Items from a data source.
★ ★ ★ ★

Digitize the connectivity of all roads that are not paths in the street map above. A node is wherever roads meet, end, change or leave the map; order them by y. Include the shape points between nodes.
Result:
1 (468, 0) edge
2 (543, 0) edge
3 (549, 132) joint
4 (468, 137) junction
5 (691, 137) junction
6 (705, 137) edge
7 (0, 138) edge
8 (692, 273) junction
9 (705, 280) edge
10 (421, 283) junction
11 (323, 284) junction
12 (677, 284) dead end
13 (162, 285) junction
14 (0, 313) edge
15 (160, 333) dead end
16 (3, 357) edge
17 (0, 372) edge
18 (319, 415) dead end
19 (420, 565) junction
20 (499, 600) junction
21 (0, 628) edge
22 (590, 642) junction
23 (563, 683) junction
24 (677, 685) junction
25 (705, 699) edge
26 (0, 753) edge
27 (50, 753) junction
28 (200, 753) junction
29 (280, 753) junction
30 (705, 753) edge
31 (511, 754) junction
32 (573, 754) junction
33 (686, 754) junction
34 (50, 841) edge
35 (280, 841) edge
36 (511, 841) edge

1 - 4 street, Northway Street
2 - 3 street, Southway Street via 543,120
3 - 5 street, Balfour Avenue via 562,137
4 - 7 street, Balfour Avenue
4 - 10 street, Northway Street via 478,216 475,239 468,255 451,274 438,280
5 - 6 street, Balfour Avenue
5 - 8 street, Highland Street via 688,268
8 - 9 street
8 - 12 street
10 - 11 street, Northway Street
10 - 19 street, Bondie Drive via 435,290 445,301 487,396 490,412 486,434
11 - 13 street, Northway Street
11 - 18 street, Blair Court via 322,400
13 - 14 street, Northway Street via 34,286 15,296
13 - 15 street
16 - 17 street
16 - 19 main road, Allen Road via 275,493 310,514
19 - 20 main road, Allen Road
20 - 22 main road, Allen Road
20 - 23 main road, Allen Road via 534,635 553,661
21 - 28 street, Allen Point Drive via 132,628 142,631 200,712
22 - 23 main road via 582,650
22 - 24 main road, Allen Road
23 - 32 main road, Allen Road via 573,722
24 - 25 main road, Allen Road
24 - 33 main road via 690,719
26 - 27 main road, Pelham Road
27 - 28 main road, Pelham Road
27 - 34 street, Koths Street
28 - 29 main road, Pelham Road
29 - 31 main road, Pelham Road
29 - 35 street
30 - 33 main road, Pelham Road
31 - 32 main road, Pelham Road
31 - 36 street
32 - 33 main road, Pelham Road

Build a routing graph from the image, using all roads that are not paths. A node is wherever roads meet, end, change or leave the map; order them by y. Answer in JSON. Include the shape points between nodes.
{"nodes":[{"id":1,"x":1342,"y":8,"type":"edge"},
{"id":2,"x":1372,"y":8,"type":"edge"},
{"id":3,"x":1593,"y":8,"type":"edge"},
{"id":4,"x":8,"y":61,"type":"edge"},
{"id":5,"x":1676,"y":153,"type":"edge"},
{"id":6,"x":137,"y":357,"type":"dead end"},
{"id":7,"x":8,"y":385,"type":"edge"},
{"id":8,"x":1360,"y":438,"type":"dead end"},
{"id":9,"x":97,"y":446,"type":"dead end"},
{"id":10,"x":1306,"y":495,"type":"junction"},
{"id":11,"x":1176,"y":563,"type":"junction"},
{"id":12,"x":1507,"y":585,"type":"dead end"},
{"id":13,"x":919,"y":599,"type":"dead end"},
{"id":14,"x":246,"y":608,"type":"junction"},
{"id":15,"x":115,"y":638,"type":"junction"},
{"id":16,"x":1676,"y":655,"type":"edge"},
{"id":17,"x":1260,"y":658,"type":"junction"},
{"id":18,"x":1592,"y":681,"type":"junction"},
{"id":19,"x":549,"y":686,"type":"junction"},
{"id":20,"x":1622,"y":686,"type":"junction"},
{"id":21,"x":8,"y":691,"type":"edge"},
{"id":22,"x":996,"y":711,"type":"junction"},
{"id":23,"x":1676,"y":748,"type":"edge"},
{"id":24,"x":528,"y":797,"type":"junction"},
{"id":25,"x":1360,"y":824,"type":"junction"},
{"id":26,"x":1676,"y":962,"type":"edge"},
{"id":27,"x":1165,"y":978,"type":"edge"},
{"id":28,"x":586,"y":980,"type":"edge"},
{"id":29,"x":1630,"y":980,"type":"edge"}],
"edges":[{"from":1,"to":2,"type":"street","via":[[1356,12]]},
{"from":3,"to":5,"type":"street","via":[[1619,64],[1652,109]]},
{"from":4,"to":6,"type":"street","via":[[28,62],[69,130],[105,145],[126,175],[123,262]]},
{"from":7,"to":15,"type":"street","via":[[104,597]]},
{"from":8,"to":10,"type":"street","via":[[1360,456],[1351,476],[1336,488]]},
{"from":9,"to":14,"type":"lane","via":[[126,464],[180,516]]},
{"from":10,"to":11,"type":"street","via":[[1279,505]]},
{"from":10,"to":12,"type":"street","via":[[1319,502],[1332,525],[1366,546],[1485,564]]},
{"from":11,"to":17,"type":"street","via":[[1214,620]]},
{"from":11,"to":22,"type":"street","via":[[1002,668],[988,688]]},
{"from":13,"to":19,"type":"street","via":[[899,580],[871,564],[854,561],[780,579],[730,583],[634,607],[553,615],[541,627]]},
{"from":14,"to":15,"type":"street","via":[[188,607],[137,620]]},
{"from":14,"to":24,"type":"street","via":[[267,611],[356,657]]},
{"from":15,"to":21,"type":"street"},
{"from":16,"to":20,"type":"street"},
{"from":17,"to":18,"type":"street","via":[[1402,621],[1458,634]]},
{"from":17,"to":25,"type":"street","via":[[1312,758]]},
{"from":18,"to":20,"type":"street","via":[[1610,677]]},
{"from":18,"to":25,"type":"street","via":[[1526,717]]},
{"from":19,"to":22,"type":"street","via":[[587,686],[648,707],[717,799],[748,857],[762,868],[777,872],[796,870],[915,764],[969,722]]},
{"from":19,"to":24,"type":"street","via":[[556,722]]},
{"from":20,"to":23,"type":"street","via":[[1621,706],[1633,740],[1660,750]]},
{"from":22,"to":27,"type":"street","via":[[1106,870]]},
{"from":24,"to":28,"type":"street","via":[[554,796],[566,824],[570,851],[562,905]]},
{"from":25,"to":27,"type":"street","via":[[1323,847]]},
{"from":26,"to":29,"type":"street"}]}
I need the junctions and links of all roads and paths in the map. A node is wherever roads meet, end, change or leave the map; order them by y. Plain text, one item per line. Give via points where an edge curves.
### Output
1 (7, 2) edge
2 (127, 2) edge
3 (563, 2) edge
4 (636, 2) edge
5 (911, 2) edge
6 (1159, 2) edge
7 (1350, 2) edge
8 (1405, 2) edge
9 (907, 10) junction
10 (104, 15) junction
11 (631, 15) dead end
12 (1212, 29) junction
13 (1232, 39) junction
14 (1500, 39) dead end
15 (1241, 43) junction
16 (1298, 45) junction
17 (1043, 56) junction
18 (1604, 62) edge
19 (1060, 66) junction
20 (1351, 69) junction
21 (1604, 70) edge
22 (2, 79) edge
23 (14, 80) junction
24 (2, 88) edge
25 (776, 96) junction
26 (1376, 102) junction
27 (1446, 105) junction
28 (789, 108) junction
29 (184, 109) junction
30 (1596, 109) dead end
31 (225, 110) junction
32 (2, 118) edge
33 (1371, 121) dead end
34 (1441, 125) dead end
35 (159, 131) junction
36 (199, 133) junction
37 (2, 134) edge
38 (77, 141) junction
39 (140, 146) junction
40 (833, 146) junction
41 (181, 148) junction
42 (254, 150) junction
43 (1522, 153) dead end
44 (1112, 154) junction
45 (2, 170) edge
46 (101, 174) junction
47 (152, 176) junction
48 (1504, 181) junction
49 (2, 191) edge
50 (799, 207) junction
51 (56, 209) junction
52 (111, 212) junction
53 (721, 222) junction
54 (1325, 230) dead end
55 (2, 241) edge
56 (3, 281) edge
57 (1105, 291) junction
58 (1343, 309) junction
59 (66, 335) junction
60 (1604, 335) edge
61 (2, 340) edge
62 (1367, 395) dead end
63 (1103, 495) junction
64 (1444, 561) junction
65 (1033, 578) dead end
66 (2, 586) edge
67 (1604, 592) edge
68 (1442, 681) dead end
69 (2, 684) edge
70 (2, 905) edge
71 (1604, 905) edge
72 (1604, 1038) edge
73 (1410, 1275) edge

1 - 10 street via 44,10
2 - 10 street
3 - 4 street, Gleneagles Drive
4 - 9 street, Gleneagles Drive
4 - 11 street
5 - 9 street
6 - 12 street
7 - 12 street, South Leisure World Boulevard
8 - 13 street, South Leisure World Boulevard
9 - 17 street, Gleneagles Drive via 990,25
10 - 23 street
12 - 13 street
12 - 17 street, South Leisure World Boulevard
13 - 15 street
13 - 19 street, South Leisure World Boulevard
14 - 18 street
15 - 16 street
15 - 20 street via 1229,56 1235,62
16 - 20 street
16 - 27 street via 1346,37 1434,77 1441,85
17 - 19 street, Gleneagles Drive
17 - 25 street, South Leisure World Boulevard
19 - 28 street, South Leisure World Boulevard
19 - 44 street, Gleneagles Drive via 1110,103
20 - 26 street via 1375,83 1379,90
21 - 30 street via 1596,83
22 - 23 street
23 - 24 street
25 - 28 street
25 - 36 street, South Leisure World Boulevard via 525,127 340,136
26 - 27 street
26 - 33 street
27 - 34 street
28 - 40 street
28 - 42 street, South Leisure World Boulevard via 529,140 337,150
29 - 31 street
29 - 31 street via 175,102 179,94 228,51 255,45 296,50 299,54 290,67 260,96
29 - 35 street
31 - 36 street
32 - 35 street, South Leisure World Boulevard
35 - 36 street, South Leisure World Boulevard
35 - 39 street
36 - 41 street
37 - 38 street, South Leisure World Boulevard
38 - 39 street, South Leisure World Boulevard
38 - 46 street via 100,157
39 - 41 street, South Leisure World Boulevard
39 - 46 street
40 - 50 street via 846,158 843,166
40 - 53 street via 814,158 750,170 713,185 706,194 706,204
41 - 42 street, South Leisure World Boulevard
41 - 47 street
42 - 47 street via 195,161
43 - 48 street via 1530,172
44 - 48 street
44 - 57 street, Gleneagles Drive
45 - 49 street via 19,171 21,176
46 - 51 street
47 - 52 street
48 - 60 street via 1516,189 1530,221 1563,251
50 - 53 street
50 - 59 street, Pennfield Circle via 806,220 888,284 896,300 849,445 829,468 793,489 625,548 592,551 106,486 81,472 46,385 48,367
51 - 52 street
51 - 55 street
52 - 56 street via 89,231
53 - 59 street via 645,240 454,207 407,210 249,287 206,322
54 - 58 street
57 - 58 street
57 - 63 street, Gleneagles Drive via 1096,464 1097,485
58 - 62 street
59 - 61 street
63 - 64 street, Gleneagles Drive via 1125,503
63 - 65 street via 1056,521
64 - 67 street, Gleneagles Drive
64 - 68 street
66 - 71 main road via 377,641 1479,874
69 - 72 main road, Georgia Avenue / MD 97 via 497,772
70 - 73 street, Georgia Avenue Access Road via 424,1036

★ ★ ★ ★

Filter the records above for the string "Balfour" and copy each matching line.

3 - 5 street, Balfour Avenue via 562,137
4 - 7 street, Balfour Avenue
5 - 6 street, Balfour Avenue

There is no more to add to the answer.